### Instructions to follow
Give back every line of the data, transcribed exactly.

═══ Source information

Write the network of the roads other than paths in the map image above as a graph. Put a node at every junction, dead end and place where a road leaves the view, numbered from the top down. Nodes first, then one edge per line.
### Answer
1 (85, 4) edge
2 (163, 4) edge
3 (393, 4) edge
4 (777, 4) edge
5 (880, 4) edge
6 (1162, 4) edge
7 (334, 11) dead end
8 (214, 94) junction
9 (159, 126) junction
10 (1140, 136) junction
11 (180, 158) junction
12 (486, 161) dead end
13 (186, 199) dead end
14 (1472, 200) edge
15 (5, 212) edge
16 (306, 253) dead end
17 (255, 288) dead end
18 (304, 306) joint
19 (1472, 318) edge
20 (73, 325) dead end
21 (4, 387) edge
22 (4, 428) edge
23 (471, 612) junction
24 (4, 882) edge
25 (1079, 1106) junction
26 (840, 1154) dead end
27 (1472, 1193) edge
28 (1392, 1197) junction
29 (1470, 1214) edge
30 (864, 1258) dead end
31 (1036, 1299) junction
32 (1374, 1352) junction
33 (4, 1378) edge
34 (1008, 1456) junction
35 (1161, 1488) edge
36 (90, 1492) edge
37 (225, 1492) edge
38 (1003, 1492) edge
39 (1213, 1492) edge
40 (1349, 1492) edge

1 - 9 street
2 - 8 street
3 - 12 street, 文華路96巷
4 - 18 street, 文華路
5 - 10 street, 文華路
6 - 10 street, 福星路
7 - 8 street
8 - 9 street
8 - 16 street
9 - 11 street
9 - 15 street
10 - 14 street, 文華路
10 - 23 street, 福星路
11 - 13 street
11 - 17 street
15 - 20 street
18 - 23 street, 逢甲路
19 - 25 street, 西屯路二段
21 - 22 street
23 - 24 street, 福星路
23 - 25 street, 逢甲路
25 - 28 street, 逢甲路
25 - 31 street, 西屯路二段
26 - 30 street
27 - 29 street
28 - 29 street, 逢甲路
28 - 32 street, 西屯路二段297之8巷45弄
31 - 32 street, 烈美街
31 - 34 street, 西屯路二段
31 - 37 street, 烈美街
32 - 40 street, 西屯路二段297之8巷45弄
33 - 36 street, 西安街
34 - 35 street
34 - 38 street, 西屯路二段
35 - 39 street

══════

### Exercise answer
Write the network of the roads other than paths in the map image above as a graph. Put a node at every junction, dead end and place where a road leaves the view, numbered from the top down. Nodes first, then one edge per line.
### Answer
1 (85, 4) edge
2 (163, 4) edge
3 (393, 4) edge
4 (777, 4) edge
5 (880, 4) edge
6 (1162, 4) edge
7 (334, 11) dead end
8 (214, 94) junction
9 (159, 126) junction
10 (1140, 136) junction
11 (180, 158) junction
12 (486, 161) dead end
13 (186, 199) dead end
14 (1472, 200) edge
15 (5, 212) edge
16 (306, 253) dead end
17 (255, 288) dead end
18 (304, 306) joint
19 (1472, 318) edge
20 (73, 325) dead end
21 (4, 387) edge
22 (4, 428) edge
23 (471, 612) junction
24 (4, 882) edge
25 (1079, 1106) junction
26 (840, 1154) dead end
27 (1472, 1193) edge
28 (1392, 1197) junction
29 (1470, 1214) edge
30 (864, 1258) dead end
31 (1036, 1299) junction
32 (1374, 1352) junction
33 (4, 1378) edge
34 (1008, 1456) junction
35 (1161, 1488) edge
36 (90, 1492) edge
37 (225, 1492) edge
38 (1003, 1492) edge
39 (1213, 1492) edge
40 (1349, 1492) edge

1 - 9 street
2 - 8 street
3 - 12 street, 文華路96巷
4 - 18 street, 文華路
5 - 10 street, 文華路
6 - 10 street, 福星路
7 - 8 street
8 - 9 street
8 - 16 street
9 - 11 street
9 - 15 street
10 - 14 street, 文華路
10 - 23 street, 福星路
11 - 13 street
11 - 17 street
15 - 20 street
18 - 23 street, 逢甲路
19 - 25 street, 西屯路二段
21 - 22 street
23 - 24 street, 福星路
23 - 25 street, 逢甲路
25 - 28 street, 逢甲路
25 - 31 street, 西屯路二段
26 - 30 street
27 - 29 street
28 - 29 street, 逢甲路
28 - 32 street, 西屯路二段297之8巷45弄
31 - 32 street, 烈美街
31 - 34 street, 西屯路二段
31 - 37 street, 烈美街
32 - 40 street, 西屯路二段297之8巷45弄
33 - 36 street, 西安街
34 - 35 street
34 - 38 street, 西屯路二段
35 - 39 street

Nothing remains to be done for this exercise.